======== Information supplied ========
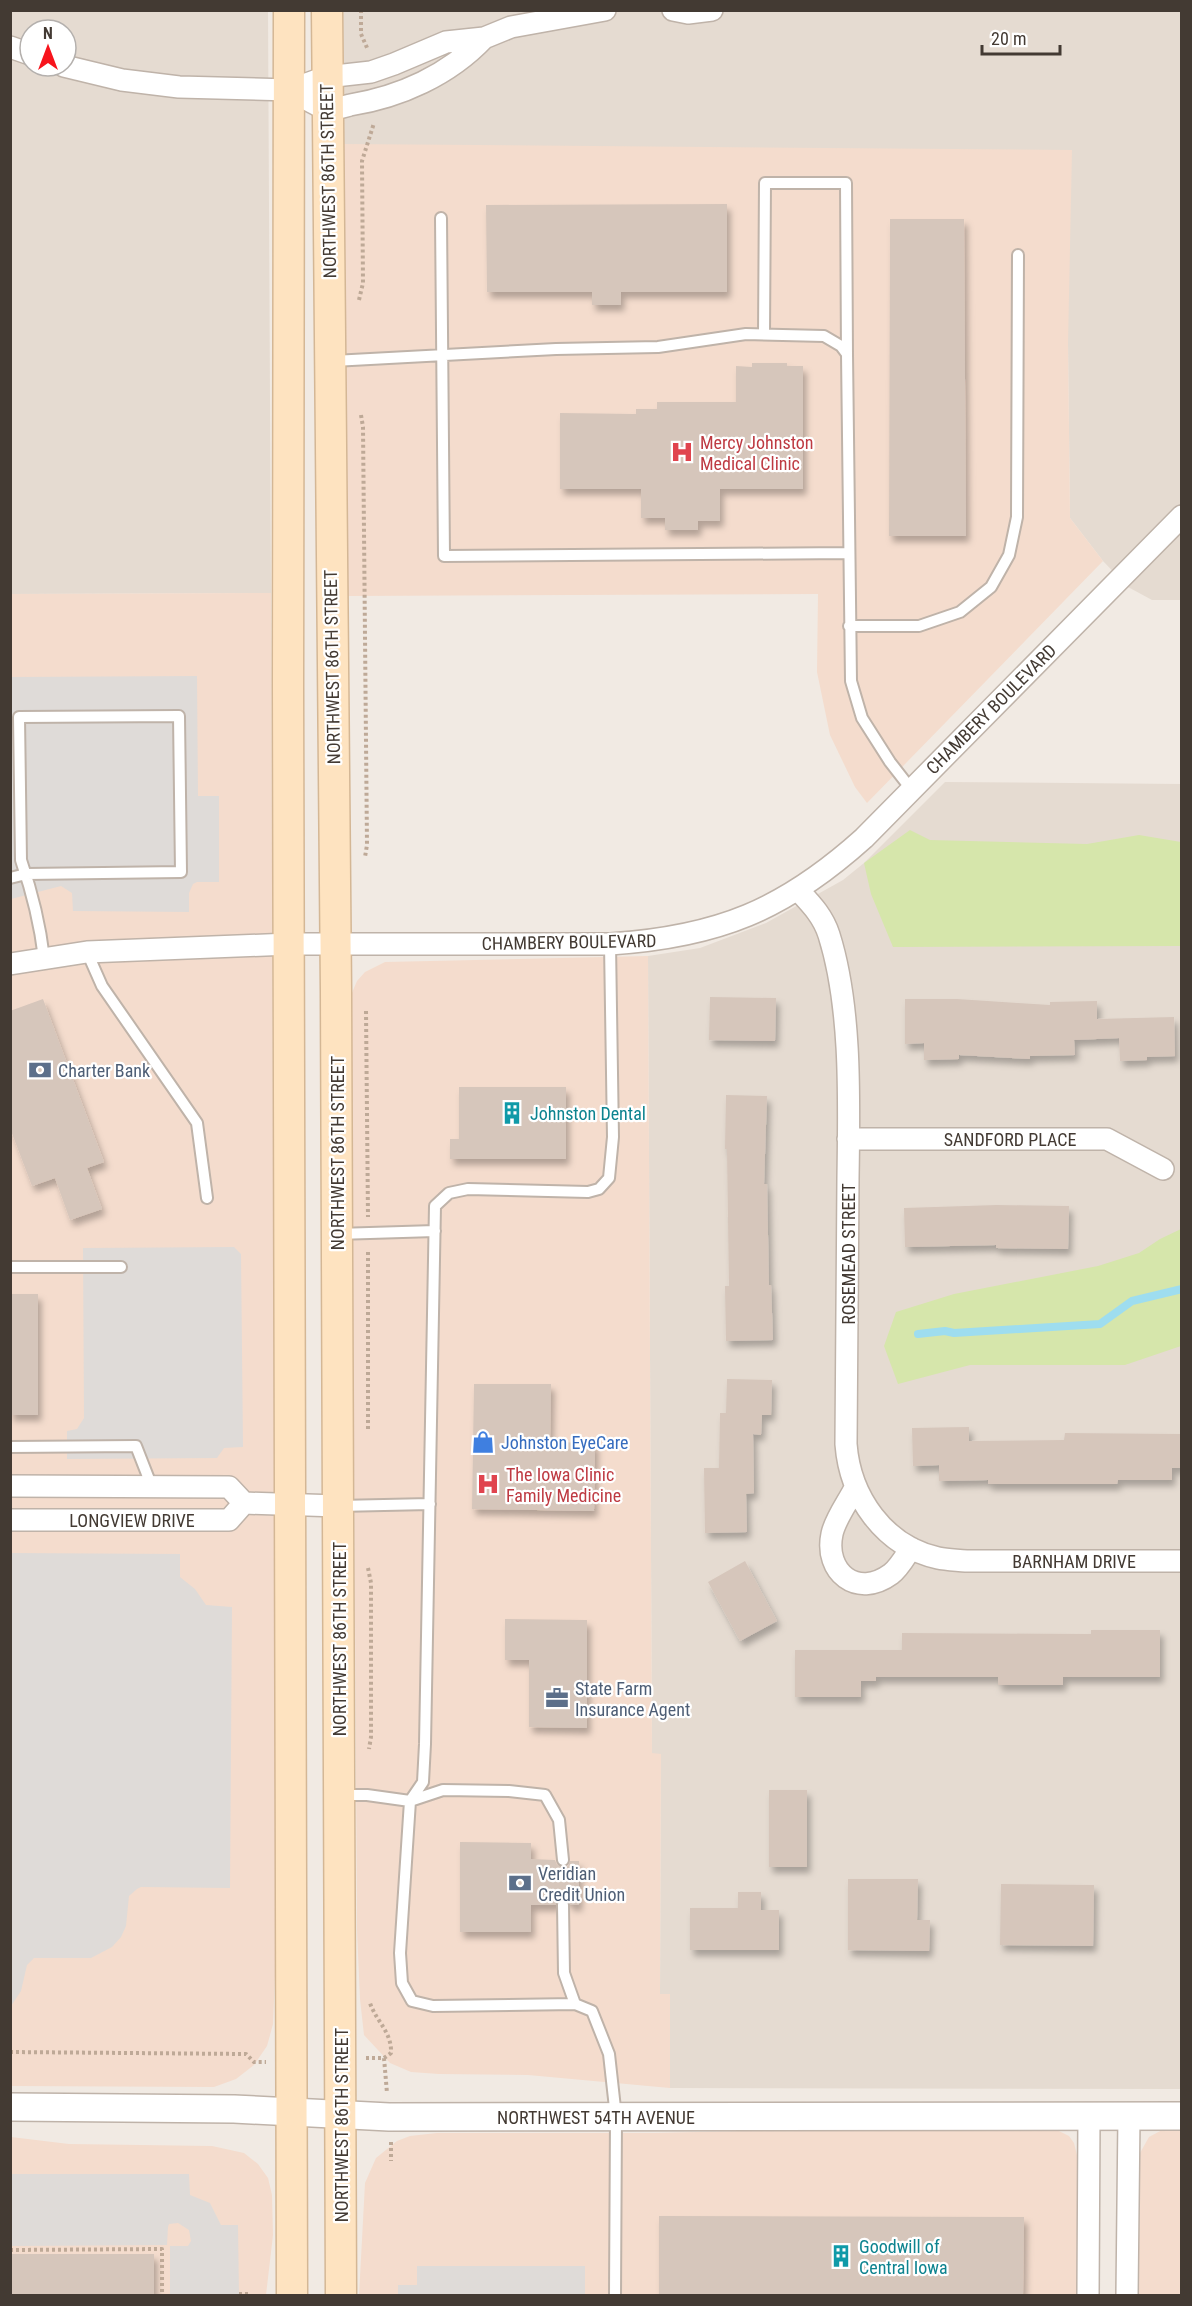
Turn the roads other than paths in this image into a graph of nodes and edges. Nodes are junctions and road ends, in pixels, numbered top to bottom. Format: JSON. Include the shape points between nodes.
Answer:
========
======== Information supplied ========
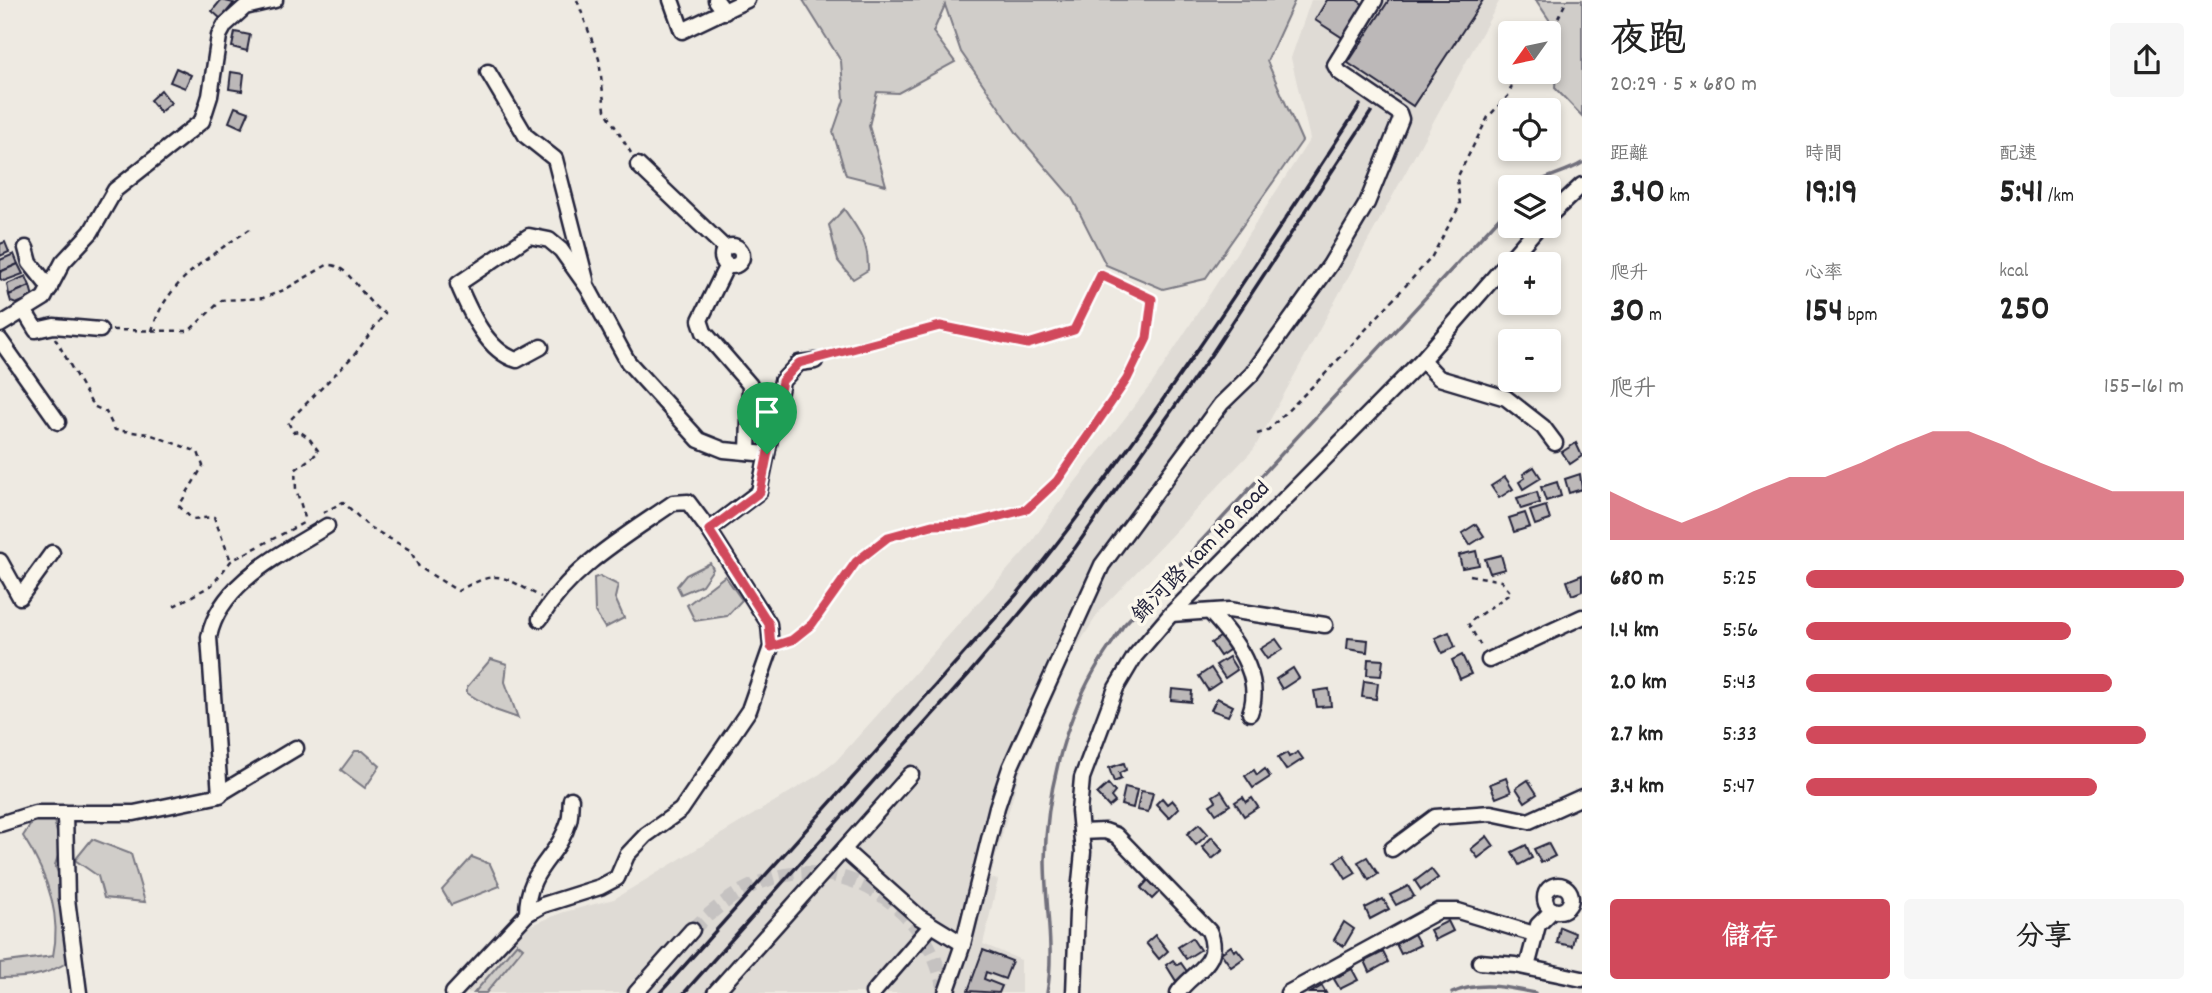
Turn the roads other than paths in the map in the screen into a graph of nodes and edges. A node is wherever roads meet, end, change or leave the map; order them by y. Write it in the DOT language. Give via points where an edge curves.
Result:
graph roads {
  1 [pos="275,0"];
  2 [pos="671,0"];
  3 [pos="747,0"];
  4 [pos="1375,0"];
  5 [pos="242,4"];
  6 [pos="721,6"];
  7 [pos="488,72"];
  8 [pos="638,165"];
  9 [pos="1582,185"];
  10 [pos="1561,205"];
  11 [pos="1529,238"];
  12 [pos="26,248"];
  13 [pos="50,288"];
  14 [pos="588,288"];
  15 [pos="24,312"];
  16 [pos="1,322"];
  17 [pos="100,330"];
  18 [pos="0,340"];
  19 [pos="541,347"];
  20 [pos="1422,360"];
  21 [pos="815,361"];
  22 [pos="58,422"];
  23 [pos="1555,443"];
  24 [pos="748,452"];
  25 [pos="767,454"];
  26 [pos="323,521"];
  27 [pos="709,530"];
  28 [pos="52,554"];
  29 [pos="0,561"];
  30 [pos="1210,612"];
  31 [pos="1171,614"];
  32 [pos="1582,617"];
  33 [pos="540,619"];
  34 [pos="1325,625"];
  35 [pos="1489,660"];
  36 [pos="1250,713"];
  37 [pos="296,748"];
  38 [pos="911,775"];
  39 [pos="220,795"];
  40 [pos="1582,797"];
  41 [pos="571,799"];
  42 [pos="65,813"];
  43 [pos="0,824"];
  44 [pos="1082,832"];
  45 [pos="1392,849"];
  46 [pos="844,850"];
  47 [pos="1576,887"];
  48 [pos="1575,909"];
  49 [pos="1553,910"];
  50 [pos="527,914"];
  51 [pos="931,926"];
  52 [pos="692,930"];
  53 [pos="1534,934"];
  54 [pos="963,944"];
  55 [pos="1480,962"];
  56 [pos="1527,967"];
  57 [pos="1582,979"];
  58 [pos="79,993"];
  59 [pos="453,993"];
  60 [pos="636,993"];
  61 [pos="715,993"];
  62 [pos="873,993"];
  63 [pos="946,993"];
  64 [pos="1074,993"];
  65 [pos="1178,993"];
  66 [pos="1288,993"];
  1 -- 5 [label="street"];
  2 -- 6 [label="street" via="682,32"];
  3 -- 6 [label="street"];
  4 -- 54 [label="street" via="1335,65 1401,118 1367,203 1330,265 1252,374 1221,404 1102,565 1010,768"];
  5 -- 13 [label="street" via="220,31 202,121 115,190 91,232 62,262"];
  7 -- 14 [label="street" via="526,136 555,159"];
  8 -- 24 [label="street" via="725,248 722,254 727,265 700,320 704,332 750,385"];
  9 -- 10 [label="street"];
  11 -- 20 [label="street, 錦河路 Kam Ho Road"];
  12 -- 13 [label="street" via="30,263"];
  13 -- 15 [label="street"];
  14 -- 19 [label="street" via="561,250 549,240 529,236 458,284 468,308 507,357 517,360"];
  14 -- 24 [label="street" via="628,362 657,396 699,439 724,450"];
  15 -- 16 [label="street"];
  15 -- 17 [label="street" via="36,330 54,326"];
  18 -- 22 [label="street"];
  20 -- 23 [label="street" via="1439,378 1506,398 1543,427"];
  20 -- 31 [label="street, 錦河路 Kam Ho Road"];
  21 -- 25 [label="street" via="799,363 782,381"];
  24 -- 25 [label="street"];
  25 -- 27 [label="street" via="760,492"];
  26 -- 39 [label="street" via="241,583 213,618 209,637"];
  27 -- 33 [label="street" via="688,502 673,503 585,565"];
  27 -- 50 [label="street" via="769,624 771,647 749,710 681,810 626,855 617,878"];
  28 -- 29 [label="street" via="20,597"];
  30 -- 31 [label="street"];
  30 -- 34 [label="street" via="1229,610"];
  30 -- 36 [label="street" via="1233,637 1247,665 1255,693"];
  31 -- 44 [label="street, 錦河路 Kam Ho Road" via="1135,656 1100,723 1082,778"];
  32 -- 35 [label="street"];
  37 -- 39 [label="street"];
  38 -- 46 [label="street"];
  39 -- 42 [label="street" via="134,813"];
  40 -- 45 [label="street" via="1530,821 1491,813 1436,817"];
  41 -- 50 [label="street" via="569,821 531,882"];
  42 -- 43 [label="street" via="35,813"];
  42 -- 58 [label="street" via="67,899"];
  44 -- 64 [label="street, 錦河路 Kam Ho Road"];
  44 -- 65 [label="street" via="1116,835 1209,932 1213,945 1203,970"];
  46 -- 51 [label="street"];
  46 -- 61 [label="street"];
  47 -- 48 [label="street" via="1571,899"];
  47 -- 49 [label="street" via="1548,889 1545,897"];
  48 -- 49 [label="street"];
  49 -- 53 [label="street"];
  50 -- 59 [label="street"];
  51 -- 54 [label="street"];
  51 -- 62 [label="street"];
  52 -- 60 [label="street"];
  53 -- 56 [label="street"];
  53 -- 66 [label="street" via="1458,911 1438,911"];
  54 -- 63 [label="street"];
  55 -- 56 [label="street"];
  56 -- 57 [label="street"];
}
========
======== Information supplied ========
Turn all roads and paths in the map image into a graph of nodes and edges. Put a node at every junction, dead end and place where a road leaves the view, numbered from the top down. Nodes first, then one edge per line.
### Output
========
**Description of the task:**
Copy every line from the records above that contains the word "numbered".

**Your solution:**
Turn the roads other than paths in this image into a graph of nodes and edges. Nodes are junctions and road ends, in pixels, numbered top to bottom. Format: JSON. Include the shape points between nodes.
Turn all roads and paths in the map image into a graph of nodes and edges. Put a node at every junction, dead end and place where a road leaves the view, numbered from the top down. Nodes first, then one edge per line.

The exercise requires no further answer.